TO DO — Scan the entries below and tally the lines that include "edges". Return nothing but the tally.

SUPPLIED INFORMATION —
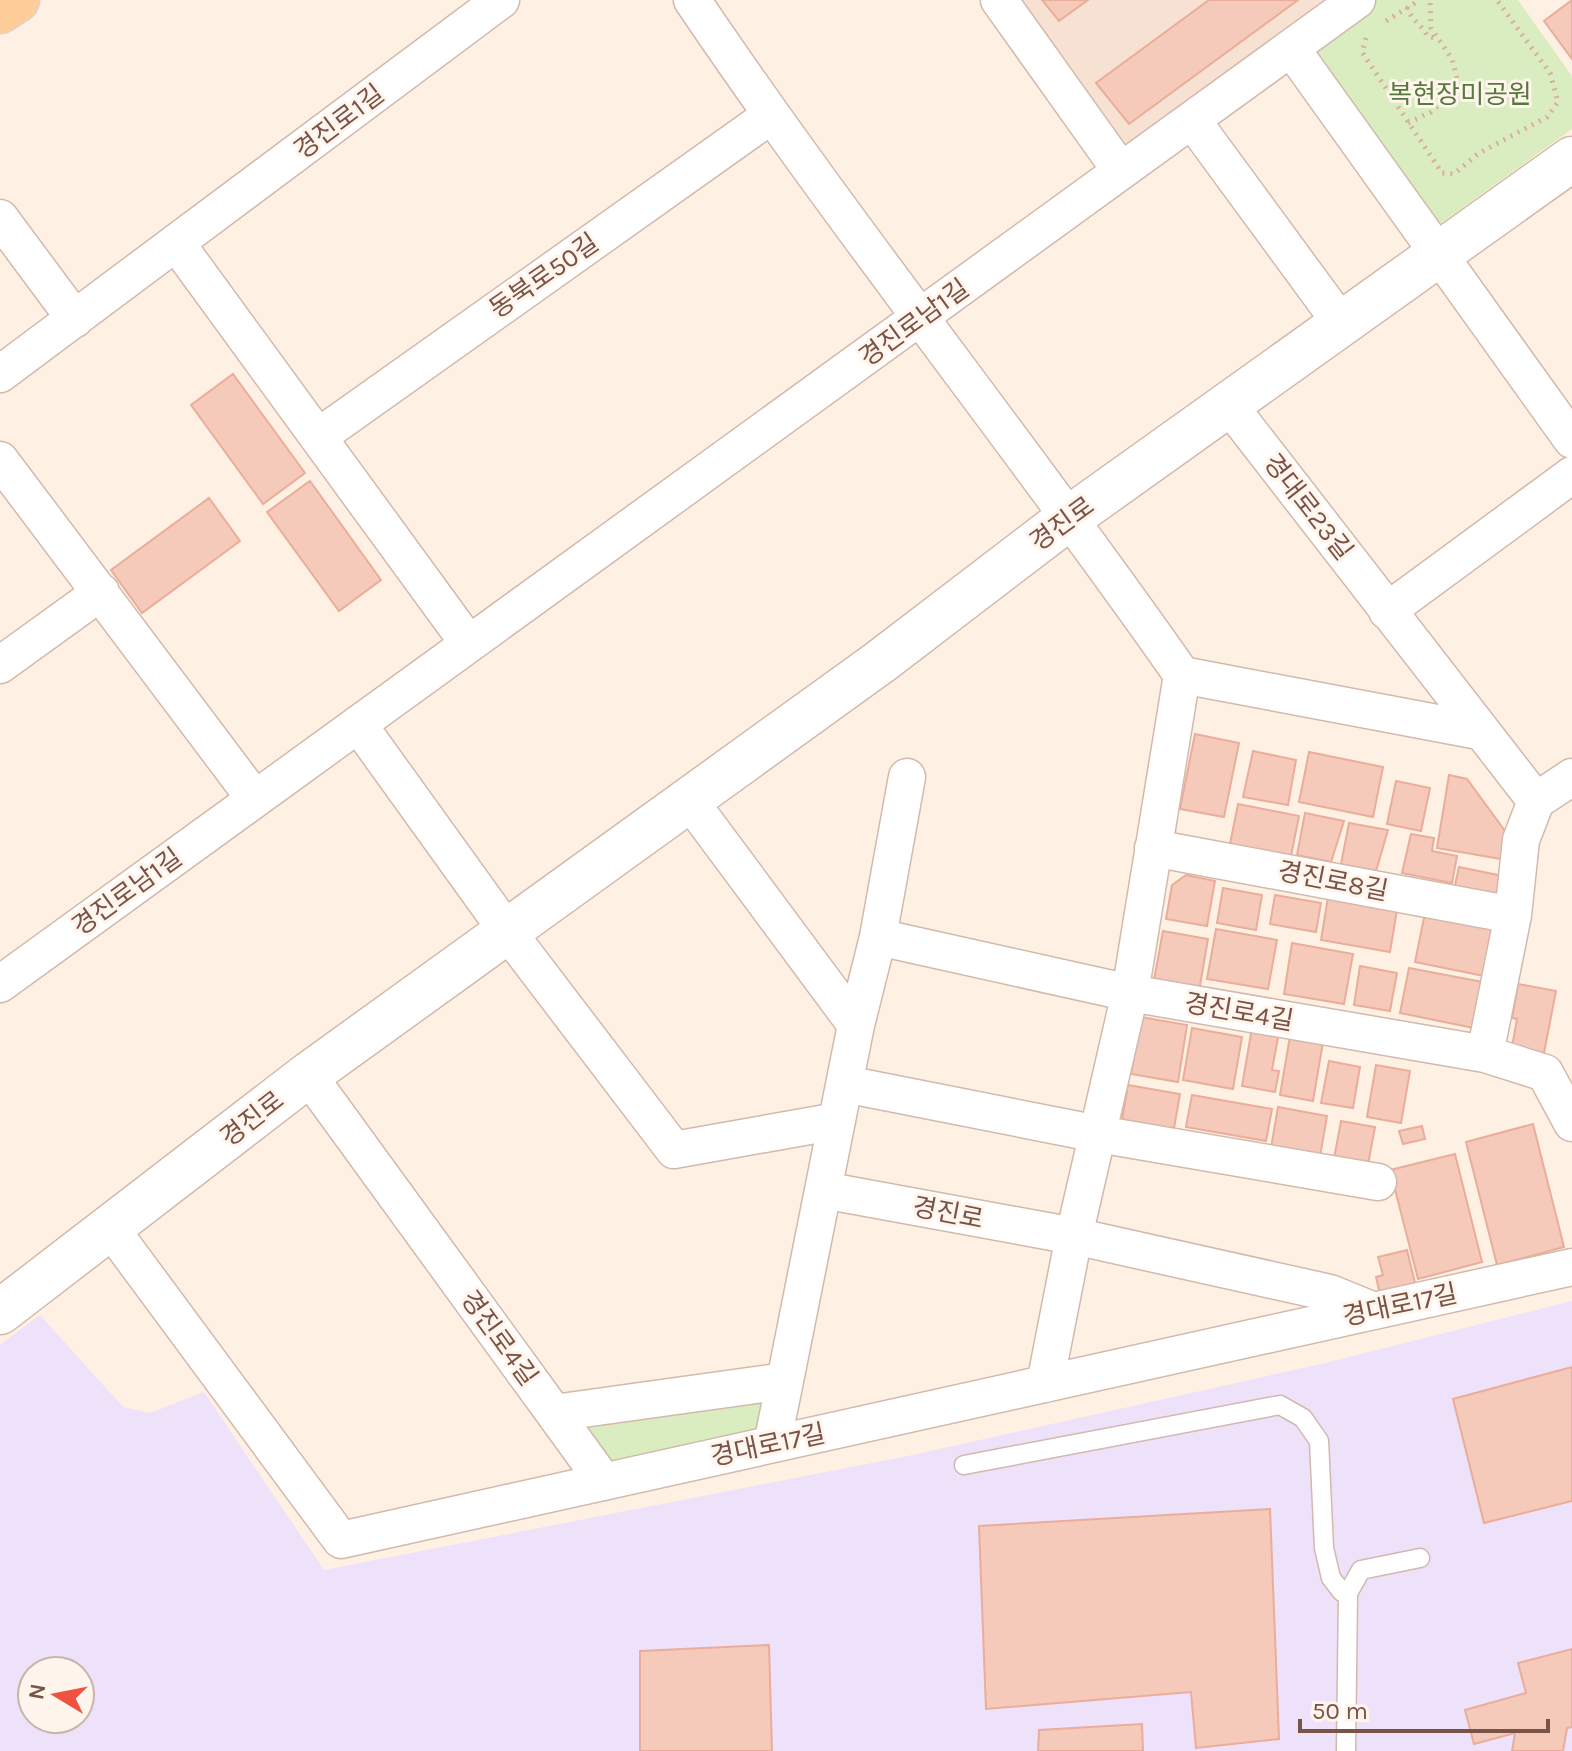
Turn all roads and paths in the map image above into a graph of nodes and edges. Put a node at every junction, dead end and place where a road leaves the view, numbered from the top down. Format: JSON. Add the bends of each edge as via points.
{"nodes":[{"id":1,"x":17,"y":0,"type":"edge"},
{"id":2,"x":501,"y":0,"type":"edge"},
{"id":3,"x":692,"y":0,"type":"edge"},
{"id":4,"x":999,"y":0,"type":"edge"},
{"id":5,"x":1420,"y":0,"type":"edge"},
{"id":6,"x":1430,"y":0,"type":"edge"},
{"id":7,"x":1497,"y":0,"type":"edge"},
{"id":8,"x":1407,"y":7,"type":"junction"},
{"id":9,"x":0,"y":11,"type":"edge"},
{"id":10,"x":1367,"y":13,"type":"edge"},
{"id":11,"x":1368,"y":35,"type":"dead end"},
{"id":12,"x":1440,"y":40,"type":"junction"},
{"id":13,"x":1291,"y":48,"type":"junction"},
{"id":14,"x":770,"y":116,"type":"junction"},
{"id":15,"x":1192,"y":120,"type":"junction"},
{"id":16,"x":1408,"y":123,"type":"junction"},
{"id":17,"x":1572,"y":159,"type":"edge"},
{"id":18,"x":1121,"y":171,"type":"junction"},
{"id":19,"x":0,"y":218,"type":"edge"},
{"id":20,"x":177,"y":244,"type":"junction"},
{"id":21,"x":1438,"y":254,"type":"junction"},
{"id":22,"x":75,"y":319,"type":"junction"},
{"id":23,"x":919,"y":320,"type":"junction"},
{"id":24,"x":1341,"y":323,"type":"junction"},
{"id":25,"x":0,"y":374,"type":"edge"},
{"id":26,"x":1228,"y":404,"type":"junction"},
{"id":27,"x":1572,"y":440,"type":"edge"},
{"id":28,"x":325,"y":448,"type":"junction"},
{"id":29,"x":0,"y":460,"type":"edge"},
{"id":30,"x":1572,"y":475,"type":"edge"},
{"id":31,"x":1072,"y":516,"type":"junction"},
{"id":32,"x":111,"y":606,"type":"junction"},
{"id":33,"x":1387,"y":611,"type":"junction"},
{"id":34,"x":469,"y":644,"type":"junction"},
{"id":35,"x":0,"y":665,"type":"edge"},
{"id":36,"x":1182,"y":675,"type":"junction"},
{"id":37,"x":358,"y":724,"type":"junction"},
{"id":38,"x":1479,"y":731,"type":"junction"},
{"id":39,"x":907,"y":777,"type":"dead end"},
{"id":40,"x":1572,"y":777,"type":"edge"},
{"id":41,"x":255,"y":799,"type":"junction"},
{"id":42,"x":689,"y":800,"type":"junction"},
{"id":43,"x":1536,"y":801,"type":"junction"},
{"id":44,"x":1153,"y":848,"type":"junction"},
{"id":45,"x":1513,"y":915,"type":"junction"},
{"id":46,"x":507,"y":931,"type":"junction"},
{"id":47,"x":878,"y":937,"type":"junction"},
{"id":48,"x":0,"y":984,"type":"edge"},
{"id":49,"x":1130,"y":993,"type":"junction"},
{"id":50,"x":856,"y":1025,"type":"junction"},
{"id":51,"x":1485,"y":1054,"type":"junction"},
{"id":52,"x":308,"y":1075,"type":"junction"},
{"id":53,"x":845,"y":1084,"type":"junction"},
{"id":54,"x":837,"y":1121,"type":"junction"},
{"id":55,"x":1572,"y":1123,"type":"edge"},
{"id":56,"x":1098,"y":1134,"type":"junction"},
{"id":57,"x":1378,"y":1182,"type":"dead end"},
{"id":58,"x":823,"y":1190,"type":"junction"},
{"id":59,"x":111,"y":1229,"type":"junction"},
{"id":60,"x":1074,"y":1236,"type":"junction"},
{"id":61,"x":1572,"y":1267,"type":"edge"},
{"id":62,"x":1374,"y":1311,"type":"junction"},
{"id":63,"x":0,"y":1312,"type":"edge"},
{"id":64,"x":785,"y":1381,"type":"junction"},
{"id":65,"x":1045,"y":1384,"type":"junction"},
{"id":66,"x":554,"y":1413,"type":"junction"},
{"id":67,"x":772,"y":1444,"type":"junction"},
{"id":68,"x":964,"y":1465,"type":"dead end"},
{"id":69,"x":604,"y":1482,"type":"junction"},
{"id":70,"x":1420,"y":1558,"type":"dead end"},
{"id":71,"x":1348,"y":1593,"type":"junction"},
{"id":72,"x":1346,"y":1751,"type":"edge"}],
"edges":[{"from":1,"to":9,"type":"main road"},
{"from":2,"to":20,"type":"street","name":"경진로1길"},
{"from":3,"to":14,"type":"street"},
{"from":4,"to":18,"type":"street"},
{"from":5,"to":8,"type":"path"},
{"from":6,"to":12,"type":"path","via":[[1431,28]]},
{"from":7,"to":16,"type":"path","via":[[1556,84],[1553,113],[1448,176]]},
{"from":8,"to":10,"type":"path"},
{"from":8,"to":12,"type":"path","via":[[1427,36]]},
{"from":10,"to":13,"type":"street","name":"경진로남1길"},
{"from":11,"to":16,"type":"path","via":[[1362,52]]},
{"from":12,"to":16,"type":"path","via":[[1452,59],[1458,89]]},
{"from":13,"to":15,"type":"street","name":"경진로남1길"},
{"from":13,"to":21,"type":"street"},
{"from":14,"to":23,"type":"street"},
{"from":14,"to":28,"type":"street","name":"동북로50길"},
{"from":15,"to":18,"type":"street","name":"경진로남1길"},
{"from":15,"to":24,"type":"street"},
{"from":17,"to":21,"type":"street","name":"경진로"},
{"from":18,"to":23,"type":"street","name":"경진로남1길"},
{"from":19,"to":22,"type":"street"},
{"from":20,"to":22,"type":"street","name":"경진로1길"},
{"from":20,"to":28,"type":"street"},
{"from":21,"to":24,"type":"street","name":"경진로"},
{"from":21,"to":27,"type":"street"},
{"from":22,"to":25,"type":"street","name":"경진로1길"},
{"from":23,"to":31,"type":"street"},
{"from":23,"to":34,"type":"street","name":"경진로남1길"},
{"from":24,"to":26,"type":"street","name":"경진로"},
{"from":26,"to":31,"type":"street","name":"경진로"},
{"from":26,"to":33,"type":"street","name":"경대로23길"},
{"from":28,"to":34,"type":"street"},
{"from":29,"to":32,"type":"street"},
{"from":30,"to":33,"type":"street"},
{"from":31,"to":36,"type":"street"},
{"from":31,"to":42,"type":"street","name":"경진로"},
{"from":32,"to":35,"type":"street"},
{"from":32,"to":41,"type":"street"},
{"from":33,"to":38,"type":"street","name":"경대로23길"},
{"from":34,"to":37,"type":"street","name":"경진로남1길"},
{"from":36,"to":38,"type":"street"},
{"from":36,"to":44,"type":"street"},
{"from":37,"to":41,"type":"street","name":"경진로남1길"},
{"from":37,"to":46,"type":"street"},
{"from":38,"to":43,"type":"street","name":"경대로23길"},
{"from":39,"to":47,"type":"street"},
{"from":40,"to":43,"type":"street"},
{"from":41,"to":48,"type":"street","name":"경진로남1길"},
{"from":42,"to":46,"type":"street","name":"경진로"},
{"from":42,"to":50,"type":"street"},
{"from":43,"to":45,"type":"street","via":[[1521,840]]},
{"from":44,"to":45,"type":"street","name":"경진로8길"},
{"from":44,"to":49,"type":"street"},
{"from":45,"to":51,"type":"street"},
{"from":46,"to":52,"type":"street","name":"경진로"},
{"from":46,"to":54,"type":"street","via":[[674,1150]]},
{"from":47,"to":49,"type":"street","name":"경진로4길"},
{"from":47,"to":50,"type":"street"},
{"from":49,"to":51,"type":"street","name":"경진로4길"},
{"from":49,"to":56,"type":"street"},
{"from":50,"to":53,"type":"street"},
{"from":51,"to":55,"type":"street","name":"경진로4길","via":[[1545,1073]]},
{"from":52,"to":59,"type":"street","name":"경진로"},
{"from":52,"to":66,"type":"street","name":"경진로4길"},
{"from":53,"to":54,"type":"street"},
{"from":53,"to":56,"type":"street"},
{"from":54,"to":58,"type":"street"},
{"from":56,"to":57,"type":"street"},
{"from":56,"to":60,"type":"street"},
{"from":58,"to":60,"type":"street","name":"경진로"},
{"from":58,"to":64,"type":"street"},
{"from":59,"to":63,"type":"street","name":"경진로"},
{"from":59,"to":69,"type":"street","name":"경대로17길","via":[[341,1540]]},
{"from":60,"to":62,"type":"street","via":[[1330,1293]]},
{"from":60,"to":65,"type":"street"},
{"from":61,"to":62,"type":"street","name":"경대로17길"},
{"from":62,"to":65,"type":"street","name":"경대로17길"},
{"from":64,"to":66,"type":"street","name":"경진로4길"},
{"from":64,"to":67,"type":"street"},
{"from":65,"to":67,"type":"street","name":"경대로17길"},
{"from":66,"to":69,"type":"street"},
{"from":67,"to":69,"type":"street","name":"경대로17길"},
{"from":68,"to":71,"type":"lane","via":[[1280,1405],[1303,1418],[1319,1441],[1324,1548],[1331,1578]]},
{"from":70,"to":71,"type":"lane","via":[[1361,1570]]},
{"from":71,"to":72,"type":"lane"}]}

YOUR SOLUTION — 2